The goal of this process is a fully rounded play that is a complete experience, believable in its own world; a play that sets an expectation and achieves it, ready to get ‘on its feet,’ into production. So far, just a dream for me. Why?  Because everybody was ready for my reading – the actors, the class, me … except the protagonist. He didn”t show up. “It’s like having a party without the guest of honor. We kept waiting for him to show up” – one comment.  “You can’t write a protagonist who is inaccessible.” And then the unkindest cut – “Maybe your protagonist is too normal.”  Normal? Not that. They all loved the female lead – specific, quirky, believable, accessible. I spent the summer on her, digging into her history, psyche, culture, physicality, spiritualism. It was a huge accomplishment to ‘get’ her – but I forgot about him, the guy who is driving the action. Whose story is this anyway? Maybe it is really hers. Forget the protagonist? How stupid is that? That’s a hole so big you can drive a Hummer through it. There is always a period of self-flagellation that occurs after a critical reading. The reaction you want – the reaction all playwrights want  – perfect, don’t change a word, you don’t need to do anymore, let’s get it on the stage immediately – is really a fantasy. How many versions of Leaves of Grass are there? How many versions of Shakespeare’s plays?

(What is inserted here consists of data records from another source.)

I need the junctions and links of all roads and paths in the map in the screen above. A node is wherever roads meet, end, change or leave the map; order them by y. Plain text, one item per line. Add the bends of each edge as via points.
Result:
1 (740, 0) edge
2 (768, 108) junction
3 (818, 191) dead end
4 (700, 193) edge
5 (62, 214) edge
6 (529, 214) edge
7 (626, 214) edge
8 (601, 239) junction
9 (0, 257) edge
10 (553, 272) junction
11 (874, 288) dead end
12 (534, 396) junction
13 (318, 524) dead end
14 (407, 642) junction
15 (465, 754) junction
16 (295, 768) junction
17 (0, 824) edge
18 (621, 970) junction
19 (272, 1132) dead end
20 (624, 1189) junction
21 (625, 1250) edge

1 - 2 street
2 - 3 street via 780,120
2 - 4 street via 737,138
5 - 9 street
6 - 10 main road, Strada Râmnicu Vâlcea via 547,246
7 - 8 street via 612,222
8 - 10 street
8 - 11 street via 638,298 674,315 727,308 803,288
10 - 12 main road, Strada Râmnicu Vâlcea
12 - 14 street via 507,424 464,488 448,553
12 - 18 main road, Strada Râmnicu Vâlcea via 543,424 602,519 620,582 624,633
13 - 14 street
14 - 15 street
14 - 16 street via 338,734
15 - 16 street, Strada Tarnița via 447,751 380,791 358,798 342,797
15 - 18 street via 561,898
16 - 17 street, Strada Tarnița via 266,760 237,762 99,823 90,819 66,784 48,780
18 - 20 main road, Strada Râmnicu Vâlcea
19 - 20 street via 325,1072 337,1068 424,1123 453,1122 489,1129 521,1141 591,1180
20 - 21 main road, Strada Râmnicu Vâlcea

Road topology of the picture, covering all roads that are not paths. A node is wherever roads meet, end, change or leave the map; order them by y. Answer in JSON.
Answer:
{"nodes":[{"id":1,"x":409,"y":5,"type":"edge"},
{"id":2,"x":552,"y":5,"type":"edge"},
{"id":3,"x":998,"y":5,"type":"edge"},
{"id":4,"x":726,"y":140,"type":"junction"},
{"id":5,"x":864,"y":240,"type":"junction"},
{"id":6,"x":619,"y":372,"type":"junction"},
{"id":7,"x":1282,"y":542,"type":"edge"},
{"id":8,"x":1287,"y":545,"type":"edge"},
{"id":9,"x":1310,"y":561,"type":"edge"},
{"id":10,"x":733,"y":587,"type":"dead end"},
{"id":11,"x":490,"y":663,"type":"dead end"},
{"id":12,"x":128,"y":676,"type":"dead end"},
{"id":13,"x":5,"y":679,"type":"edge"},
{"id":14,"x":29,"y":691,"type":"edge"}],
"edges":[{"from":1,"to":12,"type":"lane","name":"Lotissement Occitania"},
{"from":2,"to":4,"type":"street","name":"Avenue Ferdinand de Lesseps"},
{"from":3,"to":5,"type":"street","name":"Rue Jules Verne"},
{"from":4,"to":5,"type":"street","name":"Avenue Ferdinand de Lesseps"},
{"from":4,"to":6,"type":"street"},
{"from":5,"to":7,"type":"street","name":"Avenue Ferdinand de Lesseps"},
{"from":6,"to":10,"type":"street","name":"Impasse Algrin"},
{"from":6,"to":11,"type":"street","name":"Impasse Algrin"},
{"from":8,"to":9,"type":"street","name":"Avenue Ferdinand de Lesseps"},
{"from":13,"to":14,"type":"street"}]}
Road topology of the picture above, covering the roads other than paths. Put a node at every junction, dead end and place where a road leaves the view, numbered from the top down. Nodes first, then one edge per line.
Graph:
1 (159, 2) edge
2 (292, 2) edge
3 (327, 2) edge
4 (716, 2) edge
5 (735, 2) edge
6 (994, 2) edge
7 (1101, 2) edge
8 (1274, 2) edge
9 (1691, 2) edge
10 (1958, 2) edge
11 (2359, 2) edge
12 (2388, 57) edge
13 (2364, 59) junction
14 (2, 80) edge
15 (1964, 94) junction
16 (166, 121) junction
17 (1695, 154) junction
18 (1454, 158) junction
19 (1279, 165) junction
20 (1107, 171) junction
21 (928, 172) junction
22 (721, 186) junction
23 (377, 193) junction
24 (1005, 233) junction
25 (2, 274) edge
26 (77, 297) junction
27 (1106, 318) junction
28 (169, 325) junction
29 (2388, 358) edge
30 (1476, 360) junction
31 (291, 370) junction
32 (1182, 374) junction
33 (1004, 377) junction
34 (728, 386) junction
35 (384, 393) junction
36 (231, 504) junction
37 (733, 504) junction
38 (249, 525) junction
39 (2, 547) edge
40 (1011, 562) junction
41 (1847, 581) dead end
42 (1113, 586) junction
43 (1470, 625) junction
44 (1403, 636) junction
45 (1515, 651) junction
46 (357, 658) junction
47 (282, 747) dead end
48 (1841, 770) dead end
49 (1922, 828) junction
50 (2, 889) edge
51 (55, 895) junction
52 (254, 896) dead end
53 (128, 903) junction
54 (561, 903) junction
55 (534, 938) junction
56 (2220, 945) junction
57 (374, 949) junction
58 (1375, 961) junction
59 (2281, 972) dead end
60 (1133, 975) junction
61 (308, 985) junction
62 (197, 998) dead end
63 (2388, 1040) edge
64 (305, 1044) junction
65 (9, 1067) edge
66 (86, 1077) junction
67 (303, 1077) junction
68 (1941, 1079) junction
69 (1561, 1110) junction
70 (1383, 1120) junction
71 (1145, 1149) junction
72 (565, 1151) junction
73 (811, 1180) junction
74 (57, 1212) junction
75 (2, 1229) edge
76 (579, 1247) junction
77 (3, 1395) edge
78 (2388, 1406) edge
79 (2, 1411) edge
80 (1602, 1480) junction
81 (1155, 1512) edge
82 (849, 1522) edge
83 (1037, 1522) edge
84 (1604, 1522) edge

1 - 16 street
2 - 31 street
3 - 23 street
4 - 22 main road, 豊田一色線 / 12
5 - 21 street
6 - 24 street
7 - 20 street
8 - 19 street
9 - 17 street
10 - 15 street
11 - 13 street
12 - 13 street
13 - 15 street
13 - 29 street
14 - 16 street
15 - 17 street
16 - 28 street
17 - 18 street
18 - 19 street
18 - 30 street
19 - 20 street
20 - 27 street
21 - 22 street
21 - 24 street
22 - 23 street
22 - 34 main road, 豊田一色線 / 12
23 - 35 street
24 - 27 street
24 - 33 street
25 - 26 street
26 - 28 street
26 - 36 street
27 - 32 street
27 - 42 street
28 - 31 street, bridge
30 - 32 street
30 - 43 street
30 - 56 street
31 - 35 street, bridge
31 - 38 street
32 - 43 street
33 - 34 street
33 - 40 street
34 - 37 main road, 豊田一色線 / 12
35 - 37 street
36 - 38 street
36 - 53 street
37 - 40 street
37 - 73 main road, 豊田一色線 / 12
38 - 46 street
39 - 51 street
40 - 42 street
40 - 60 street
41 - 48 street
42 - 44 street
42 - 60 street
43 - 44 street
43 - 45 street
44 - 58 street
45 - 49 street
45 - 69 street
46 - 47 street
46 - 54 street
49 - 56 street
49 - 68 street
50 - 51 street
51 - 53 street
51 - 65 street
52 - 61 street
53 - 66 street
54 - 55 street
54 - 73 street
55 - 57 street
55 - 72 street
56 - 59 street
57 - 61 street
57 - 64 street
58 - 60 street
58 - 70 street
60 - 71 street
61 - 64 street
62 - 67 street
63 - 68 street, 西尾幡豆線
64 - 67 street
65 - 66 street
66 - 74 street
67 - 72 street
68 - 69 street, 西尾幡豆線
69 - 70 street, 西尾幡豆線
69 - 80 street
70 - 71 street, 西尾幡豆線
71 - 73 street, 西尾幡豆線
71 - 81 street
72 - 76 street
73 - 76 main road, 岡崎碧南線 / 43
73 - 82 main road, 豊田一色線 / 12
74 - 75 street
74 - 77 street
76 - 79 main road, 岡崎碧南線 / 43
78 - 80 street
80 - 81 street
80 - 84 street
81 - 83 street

I knew something was missing in the first three scenes, despite all the activity. I scribbled in my notebook: It’s Flat. Why is it flat? It’s in motion but it’s not moving anywhere . It’s not the actors – although good casting helps immensely. You can ‘hear’ flatness because actors don’t have the dramatic elements to work with. Actors develop and train by running great scenes, finding the truth in the words as they are acted in Death of a Salesman, Streetcar, Strindberg, Chekhov, et al.  Ultimately this has to be on a stage and experienced by an audience that is highly critical, moment to moment.

A credible reading, if it serves its purpose of improving the play and not as a destination unto itself, can shave months or years from the process. You never really know what your play is worth until you hear it read by actors, and hear it critiqued by playwrights and dramatists who, hopefully, are invested in your success.

Last year I did not have this perspective and readings were tougher. In the Playwriting Lab, Freehold Theatre in Seattle, summer, 2008, my first readings of pieces of THE CAREGIVERS felt like descending the gates of Hell into a sulfurous torture pit. To give voice to my terror, I wrote my raw feelings in a notebook as my play was being read. Here they are, as written IN CAPS:

  • I WANT TO DIE.
  • PLEASE MAKE THE PAIN STOP. I CAN’T TAKE IT.
  • I WANT TO PUKE AND COMMIT HARI KARI AT THE SAME TIME
  • I CAN’T WRITE. WHY DID I THINK I COULD WRITE? I HAVE TO STOP! SOMEBODY PLEASE STOP ME.
  • WHO WROTE THIS CRAP. WHAT AN IDIOT.

And this is my favorite …

  • IF I QUIETLY LEAVE, DO YOU THINK ANYBODY WILL NOTICE?

Yeah, but what’s underneath that? And underneath that. A great scene or play can be run through one of those checkout laser scans – every angle you look at it, it fits together, there is some logic, even if the world of the logic is invented, as it is in a play.